> [DESCRIPTION OF THE TASK]:
Check every line of the data below for the string "dead", and copy the ones that hold it.

--- --- ---

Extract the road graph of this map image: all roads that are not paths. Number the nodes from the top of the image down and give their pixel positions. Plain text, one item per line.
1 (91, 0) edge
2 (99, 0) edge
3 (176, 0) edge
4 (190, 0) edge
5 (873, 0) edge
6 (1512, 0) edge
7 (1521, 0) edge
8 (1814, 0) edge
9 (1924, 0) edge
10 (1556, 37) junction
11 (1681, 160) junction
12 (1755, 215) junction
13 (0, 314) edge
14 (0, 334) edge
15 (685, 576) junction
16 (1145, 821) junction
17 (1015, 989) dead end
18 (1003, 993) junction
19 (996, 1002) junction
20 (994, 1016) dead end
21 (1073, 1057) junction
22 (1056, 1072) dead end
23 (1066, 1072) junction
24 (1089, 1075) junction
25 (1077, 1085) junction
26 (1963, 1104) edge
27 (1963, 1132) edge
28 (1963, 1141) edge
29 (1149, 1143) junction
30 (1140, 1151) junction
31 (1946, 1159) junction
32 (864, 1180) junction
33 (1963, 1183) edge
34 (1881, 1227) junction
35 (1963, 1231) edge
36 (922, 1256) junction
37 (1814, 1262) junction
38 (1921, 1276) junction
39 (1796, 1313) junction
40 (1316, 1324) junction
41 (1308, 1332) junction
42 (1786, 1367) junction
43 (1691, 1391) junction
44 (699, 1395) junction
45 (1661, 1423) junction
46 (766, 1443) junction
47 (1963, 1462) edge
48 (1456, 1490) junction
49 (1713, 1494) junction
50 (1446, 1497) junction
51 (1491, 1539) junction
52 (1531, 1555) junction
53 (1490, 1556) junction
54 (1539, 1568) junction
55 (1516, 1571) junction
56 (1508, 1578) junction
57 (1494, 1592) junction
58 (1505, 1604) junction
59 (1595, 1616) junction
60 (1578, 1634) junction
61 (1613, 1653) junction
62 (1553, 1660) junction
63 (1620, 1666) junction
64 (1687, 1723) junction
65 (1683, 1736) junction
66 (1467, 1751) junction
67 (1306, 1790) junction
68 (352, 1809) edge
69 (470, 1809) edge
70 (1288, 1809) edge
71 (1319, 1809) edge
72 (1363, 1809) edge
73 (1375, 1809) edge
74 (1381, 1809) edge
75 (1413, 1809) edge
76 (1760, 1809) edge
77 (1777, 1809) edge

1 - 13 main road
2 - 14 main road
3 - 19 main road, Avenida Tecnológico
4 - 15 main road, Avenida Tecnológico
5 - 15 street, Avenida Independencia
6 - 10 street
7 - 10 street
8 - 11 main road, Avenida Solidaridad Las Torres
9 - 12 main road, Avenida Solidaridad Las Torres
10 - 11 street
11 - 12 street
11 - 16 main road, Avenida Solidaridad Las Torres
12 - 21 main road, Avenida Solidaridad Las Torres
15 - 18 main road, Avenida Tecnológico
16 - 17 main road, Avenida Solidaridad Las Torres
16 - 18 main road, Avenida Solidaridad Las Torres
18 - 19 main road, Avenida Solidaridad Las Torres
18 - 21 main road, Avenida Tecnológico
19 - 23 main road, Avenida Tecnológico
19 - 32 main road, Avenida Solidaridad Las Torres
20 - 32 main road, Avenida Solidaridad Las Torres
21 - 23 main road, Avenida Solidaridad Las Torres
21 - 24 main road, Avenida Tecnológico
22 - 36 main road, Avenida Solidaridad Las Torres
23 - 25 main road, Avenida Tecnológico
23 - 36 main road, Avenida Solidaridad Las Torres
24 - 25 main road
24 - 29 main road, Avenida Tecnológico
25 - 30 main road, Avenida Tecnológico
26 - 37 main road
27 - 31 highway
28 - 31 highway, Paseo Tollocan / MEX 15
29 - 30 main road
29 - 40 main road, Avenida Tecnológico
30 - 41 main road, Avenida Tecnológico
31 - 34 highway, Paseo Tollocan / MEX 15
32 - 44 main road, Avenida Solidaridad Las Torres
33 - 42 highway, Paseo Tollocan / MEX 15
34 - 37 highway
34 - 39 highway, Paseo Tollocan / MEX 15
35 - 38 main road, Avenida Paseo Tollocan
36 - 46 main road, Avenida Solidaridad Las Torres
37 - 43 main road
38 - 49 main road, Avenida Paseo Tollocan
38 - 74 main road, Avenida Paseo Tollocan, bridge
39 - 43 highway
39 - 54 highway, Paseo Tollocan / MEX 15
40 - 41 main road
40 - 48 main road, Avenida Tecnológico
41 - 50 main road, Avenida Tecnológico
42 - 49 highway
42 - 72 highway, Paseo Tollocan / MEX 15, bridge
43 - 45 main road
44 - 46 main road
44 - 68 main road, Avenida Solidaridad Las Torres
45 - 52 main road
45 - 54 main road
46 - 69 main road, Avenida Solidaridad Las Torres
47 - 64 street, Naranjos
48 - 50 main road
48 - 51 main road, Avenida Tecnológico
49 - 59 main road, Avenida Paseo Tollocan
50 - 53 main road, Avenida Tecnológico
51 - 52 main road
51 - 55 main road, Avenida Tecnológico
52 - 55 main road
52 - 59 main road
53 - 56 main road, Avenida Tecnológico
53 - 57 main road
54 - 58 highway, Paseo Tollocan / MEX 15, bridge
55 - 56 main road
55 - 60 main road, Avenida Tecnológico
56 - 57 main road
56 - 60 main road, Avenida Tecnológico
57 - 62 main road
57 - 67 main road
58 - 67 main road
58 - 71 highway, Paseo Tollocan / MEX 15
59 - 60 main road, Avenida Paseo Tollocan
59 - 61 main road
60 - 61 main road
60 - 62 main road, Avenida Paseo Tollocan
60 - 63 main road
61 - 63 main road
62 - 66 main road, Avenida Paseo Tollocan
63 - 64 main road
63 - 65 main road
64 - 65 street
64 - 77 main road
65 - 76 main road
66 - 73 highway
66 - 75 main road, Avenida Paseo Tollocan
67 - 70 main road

--- --- ---

> [RESPONSE FOR THIS EXERCISE]:
17 (1015, 989) dead end
20 (994, 1016) dead end
22 (1056, 1072) dead end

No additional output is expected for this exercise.